The majority complains that “Gotham has not persuaded us that it made every effort to prevent the nurses’ unauthorized overtime,” Maj. Op. at 290, supra (emphasis added), and goes on to speculate as to how Gotham might (within the law) effectively stop it. For example, the majority cites Gotham’s supposed failure to explain (though never asked) “why it could not keep a daily, unverified tally of its nurses’ hours and reassign shifts later in the week that would result in overtime.” Maj. Op. at 290, supra. I do not understand this formulation and I would be surprised if Gotham or the nurses did. Moreover, the majority ignores the fact that nurses often work for more than one agency. The majority also taxes Gotham for its supposed failure to explain why it does not “refuse to assign any shifts to nurses who habitually disregard Gotham’s overtime rule.” Maj. Op. at 290, supra. In other words, Gotham could fire them. Perhaps: maybe an employer can discipline an employee for habitually staying in the operating room or on a ward. I say “maybe” because I don’t know, and the reason I don’t know is because this argument has not been made to us and has not been briefed by the parties and input has not been solicited from the members of the nursing profession who have the largest stake in this question. I am compelled to add that the majority does not know either, for the same reasons.

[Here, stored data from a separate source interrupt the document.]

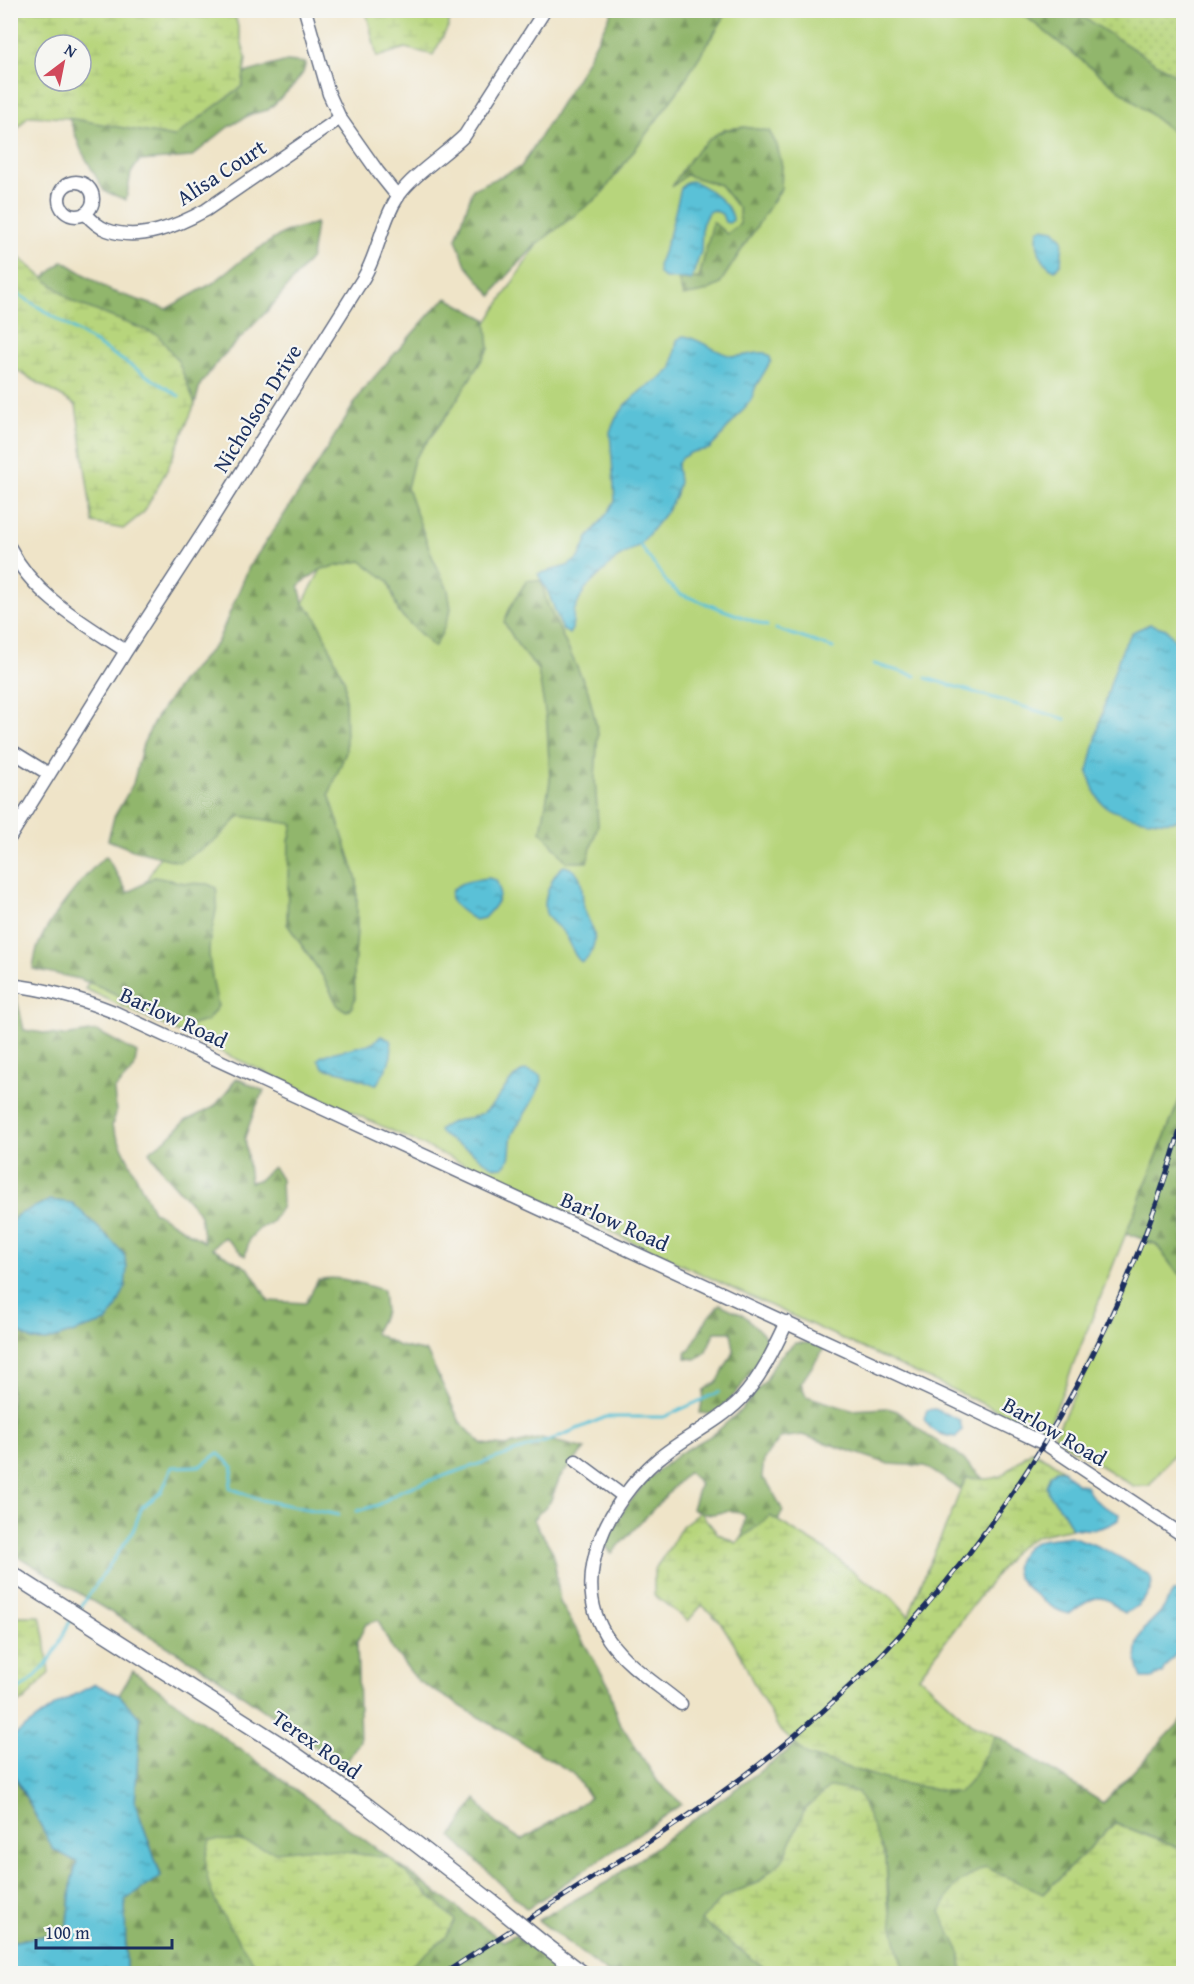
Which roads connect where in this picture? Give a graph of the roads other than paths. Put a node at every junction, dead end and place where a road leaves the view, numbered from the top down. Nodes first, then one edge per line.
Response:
1 (305, 10) edge
2 (545, 10) edge
3 (340, 118) junction
4 (398, 197) junction
5 (85, 213) dead end
6 (10, 548) edge
7 (126, 651) junction
8 (10, 750) edge
9 (50, 774) junction
10 (10, 837) edge
11 (10, 985) edge
12 (787, 1322) junction
13 (576, 1461) dead end
14 (623, 1496) junction
15 (1184, 1536) edge
16 (10, 1573) edge
17 (681, 1704) dead end
18 (583, 1974) edge

1 - 3 street
2 - 4 street, Nicholson Drive
3 - 4 street
3 - 5 street, Alisa Court
4 - 7 street, Nicholson Drive
6 - 7 street
7 - 9 street, Nicholson Drive
8 - 9 street
9 - 10 street, Nicholson Drive
11 - 12 street, Barlow Road
12 - 14 street
12 - 15 street, Barlow Road
13 - 14 street
14 - 17 street
16 - 18 main road, Terex Road, bridge

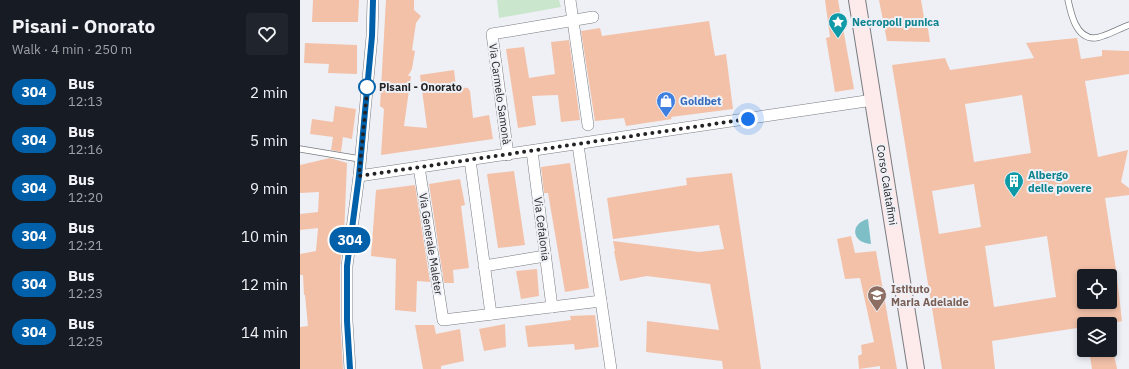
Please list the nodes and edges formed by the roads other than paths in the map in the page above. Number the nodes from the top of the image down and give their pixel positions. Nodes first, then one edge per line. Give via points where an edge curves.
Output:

The majority next posits that “Gotham could simply contract in advance with the hospitals to charge a higher fee when nurses are working overtime.” Maj. Op. at 291, supra. That of course begs the (not “simple”) question of what happens when a nurse working for Gotham works at more than one hospital or when a nurse works at one or more hospitals for multiple agencies.
Finally, the majority opinion says that an agency can “entirely disavow overtime hours, announcing a policy that it does not, under any circumstances, employ a nurse for more than 40 hours in a week.” Maj. Op. at 291, supra. Thus the majority holds that an employer can enforce its overtime restriction by paying the employee nothing at all for such hours. That may be. And this certainly will solve Gotham’s problem and ensure that a staffing agency can comply with the labor laws (at least those applicable in the Second Circuit) and avoid contempt. But this holding may come as a surprise to the Secretary of Labor. And it runs counter to the position of every party; as the majority concedes, “no party disputes that the performance of overtime entitled the nurses to compensation at the regular rate of pay at least.” Maj. Op. at 286, supra. My strong view is that this appellate panel should affirm the denial of contempt without reaching and deciding large underlying questions of labor law. Maybe a staffing agency can and should pay nurses zero dollars per overtime hour worked. But though as a panel-member I am drawn into a critique of the majority’s unnecessary analysis, I would
The majority opinion affirms the denial of the contempt motion, on the ground of the “then unsettled law” prevailing when Judge Stanton made his ruling. Maj. Op. at 284, supra. I agree that the law was then unsettled (though I think it is little good we have now done in that department). It is obvious that the agency system in which Gotham and many nurses operate is a preferred market mechanism of a profession whose services are much in demand. The majority has upended the way in which many nurses elect to make a living. Nurses evidently have the bargaining power to sell their services to individual hospitals without becoming employees, without joining unions, and without submitting themselves to the work schedules of wage slaves. In short, nurses use agencies create for themselves the freedom and profit opportunities available to other professionals whose services are in great demand. The majority opinion unsettles these market arrangements.